I don't know if there is a private method in scikit-learn to recognize them?

sylvaincom · 2025-02-21T14:48:40Z

https://scikit-learn.org/stable/auto_examples/inspection/plot_linear_model_coefficient_interpretation.html#sphx-glr-auto-examples-inspection-plot-linear-model-coefficient-interpretation-py

We need to add a check to see if the data is normalized or not, otherwise it makes no sense to interpret the coefficients

If the input estimator is a pipeline, and in the pipeline there is a scaler, then it is good.
If the input estimator is just an estimator (no pipeline) or if the pipeline has no scaler, then we must check if the input data is scaled or not.

@glemaitre do you know if there is an internal in scikit-learn to check if the input data is normalized?

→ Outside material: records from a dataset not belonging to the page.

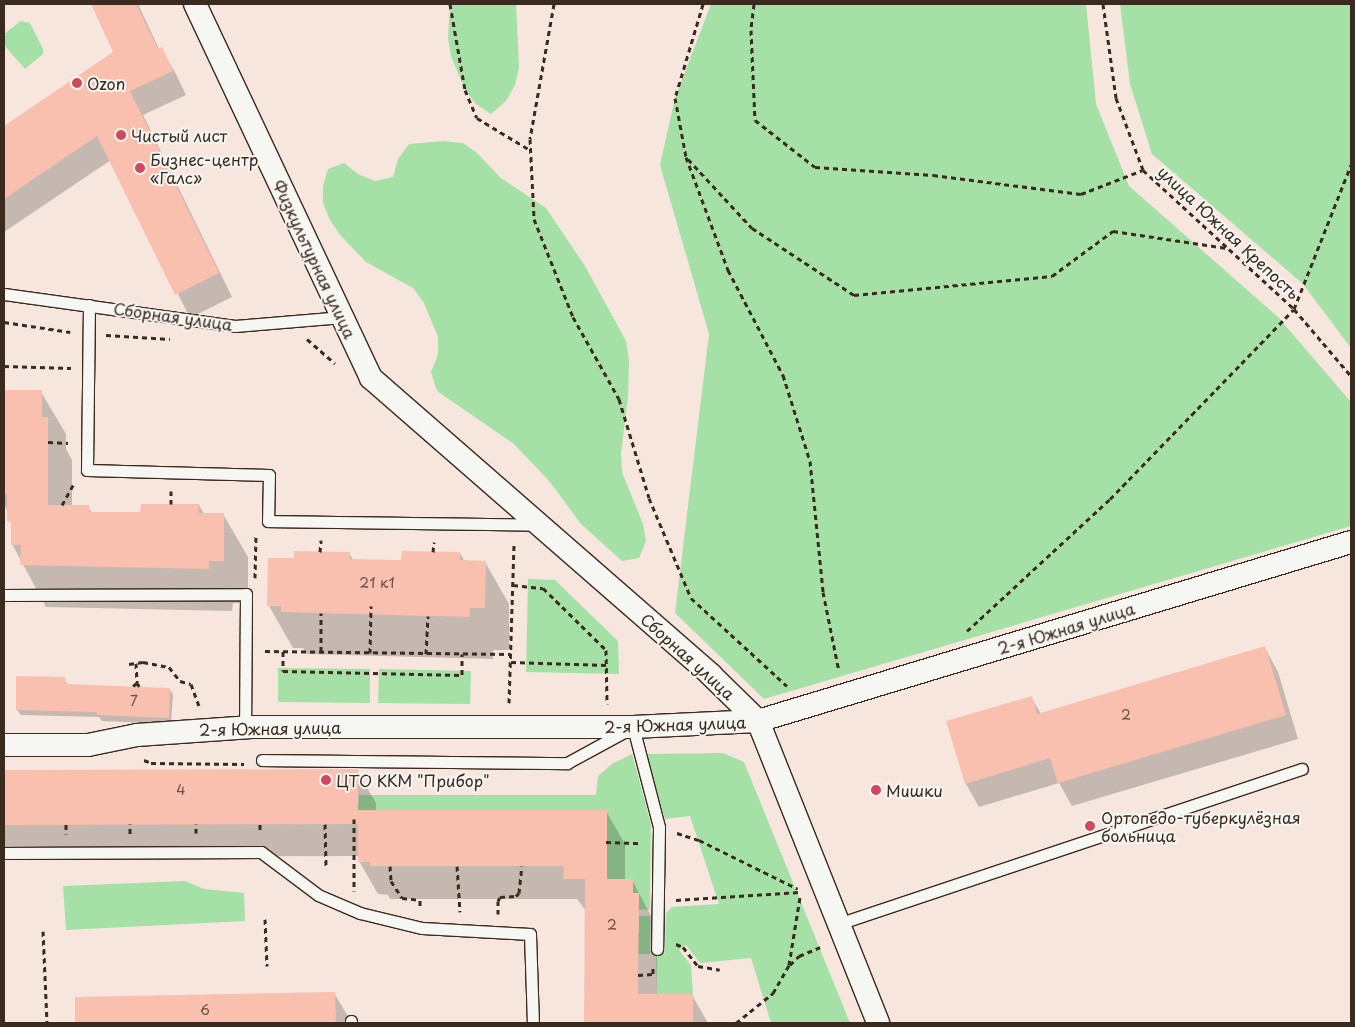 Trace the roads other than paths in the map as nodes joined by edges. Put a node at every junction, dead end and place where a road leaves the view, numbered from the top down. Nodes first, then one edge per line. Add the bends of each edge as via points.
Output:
1 (195, 4) edge
2 (4, 294) edge
3 (89, 305) junction
4 (343, 317) junction
5 (372, 378) joint
6 (539, 525) junction
7 (1351, 542) edge
8 (4, 595) edge
9 (758, 722) junction
10 (245, 727) junction
11 (633, 727) junction
12 (4, 745) edge
13 (262, 760) road end
14 (1302, 769) dead end
15 (4, 853) edge
16 (838, 924) junction
17 (657, 949) dead end
18 (533, 1023) edge
19 (878, 1023) edge

1 - 4 street, Физкультурная улица
2 - 3 lane, Сборная улица
3 - 4 lane, Сборная улица via 235,326
3 - 6 lane via 87,470 269,475 268,521
4 - 5 street, Физкультурная улица
5 - 6 street, Сборная улица
6 - 9 street, Сборная улица via 711,675
7 - 9 street, 2-я Южная улица
8 - 10 lane via 246,594
9 - 11 street, 2-я Южная улица
9 - 16 street, Сборная улица
10 - 11 street, 2-я Южная улица
10 - 12 street, 2-я Южная улица via 137,735 88,744
11 - 13 lane via 567,763
11 - 17 lane via 660,827
14 - 16 lane
15 - 18 lane via 261,852 318,895 360,913 422,928 530,934
16 - 19 street, Сборная улица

sylvaincom · 2025-02-21T14:50:11Z

It would also be nice to have this kind of pandas styling:

Related to #1351. WDYT?

MarieSacksick · 2025-02-21T14:59:30Z

We need to add a check to see if the data is normalized or not, otherwise it makes no sense to interpret the coefficients

Do we? Or should this be a warning when we add them?

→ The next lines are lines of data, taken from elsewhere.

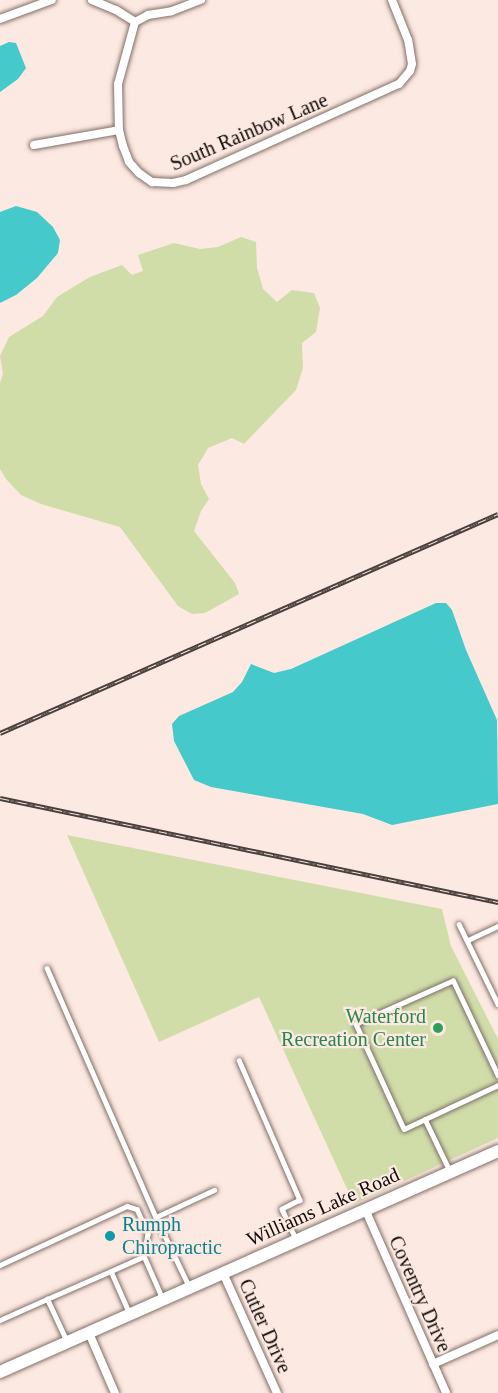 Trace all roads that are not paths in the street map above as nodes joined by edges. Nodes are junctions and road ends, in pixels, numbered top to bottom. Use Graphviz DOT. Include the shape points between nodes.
graph roads {
  1 [pos="52,0"];
  2 [pos="92,0"];
  3 [pos="201,0"];
  4 [pos="392,0"];
  5 [pos="0,19"];
  6 [pos="135,22"];
  7 [pos="119,130"];
  8 [pos="34,145"];
  9 [pos="459,924"];
  10 [pos="498,926"];
  11 [pos="468,940"];
  12 [pos="47,968"];
  13 [pos="498,1004"];
  14 [pos="239,1060"];
  15 [pos="498,1076"];
  16 [pos="498,1085"];
  17 [pos="425,1119"];
  18 [pos="498,1151"];
  19 [pos="450,1172"];
  20 [pos="214,1190"];
  21 [pos="365,1209"];
  22 [pos="156,1217"];
  23 [pos="296,1239"];
  24 [pos="144,1256"];
  25 [pos="0,1265"];
  26 [pos="111,1271"];
  27 [pos="223,1273"];
  28 [pos="190,1288"];
  29 [pos="47,1299"];
  30 [pos="163,1299"];
  31 [pos="130,1315"];
  32 [pos="0,1320"];
  33 [pos="89,1333"];
  34 [pos="498,1335"];
  35 [pos="67,1342"];
  36 [pos="433,1364"];
  37 [pos="0,1372"];
  38 [pos="115,1393"];
  39 [pos="277,1393"];
  40 [pos="446,1393"];
  1 -- 5 [label="street"];
  2 -- 6 [label="street"];
  3 -- 6 [label="street"];
  4 -- 7 [label="street, South Rainbow Lane" via="411,54 411,71 399,84 173,183 152,182 139,173 129,162"];
  6 -- 7 [label="street, South Rainbow Lane" via="118,84"];
  7 -- 8 [label="street"];
  9 -- 11 [label="lane"];
  10 -- 11 [label="lane"];
  11 -- 13 [label="lane"];
  12 -- 22 [label="lane"];
  14 -- 23 [label="lane" via="300,1200 282,1209"];
  15 -- 17 [label="lane" via="453,981 356,1024 404,1129"];
  16 -- 17 [label="lane"];
  17 -- 19 [label="lane"];
  18 -- 19 [label="main road, Williams Lake Road"];
  19 -- 21 [label="main road, Williams Lake Road"];
  20 -- 22 [label="lane"];
  21 -- 23 [label="main road, Williams Lake Road"];
  21 -- 36 [label="street, Coventry Drive"];
  22 -- 28 [label="lane"];
  23 -- 27 [label="main road, Williams Lake Road"];
  24 -- 25 [label="lane" via="148,1234 137,1209 127,1206"];
  24 -- 26 [label="lane"];
  24 -- 30 [label="lane"];
  26 -- 29 [label="lane"];
  26 -- 31 [label="lane"];
  27 -- 28 [label="main road, Williams Lake Road"];
  27 -- 39 [label="street, Cutler Drive"];
  28 -- 30 [label="main road, Williams Lake Road"];
  29 -- 32 [label="lane"];
  29 -- 35 [label="lane"];
  30 -- 31 [label="main road, Williams Lake Road"];
  31 -- 33 [label="main road, Williams Lake Road"];
  33 -- 35 [label="main road, Williams Lake Road"];
  33 -- 38 [label="street"];
  34 -- 36 [label="street"];
  35 -- 37 [label="main road, Williams Lake Road"];
  36 -- 40 [label="street, Coventry Drive"];
}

It would also be nice to have this kind of pandas styling:

With blue and orange, but yes, if it's not much in terms of code, and it doesn't change the nature of the dataframe (I wouldn't use format though, it's something people should be able to choose by themselves)

sylvaincom · 2025-02-21T15:19:06Z

Do we? Or should this be a warning when we add them?

IMO strong yes, we can't have a feature_importance accessor that human DS can not use to interpret what is going on, we must at least raise a warning to say that the data is not scaled, hence the interpretation of the coefficients does not make sense

With blue and orange, but yes, if it's not much in terms of code, and it doesn't change the nature of the dataframe (I wouldn't use format though, it's something people should be able to choose by themselves)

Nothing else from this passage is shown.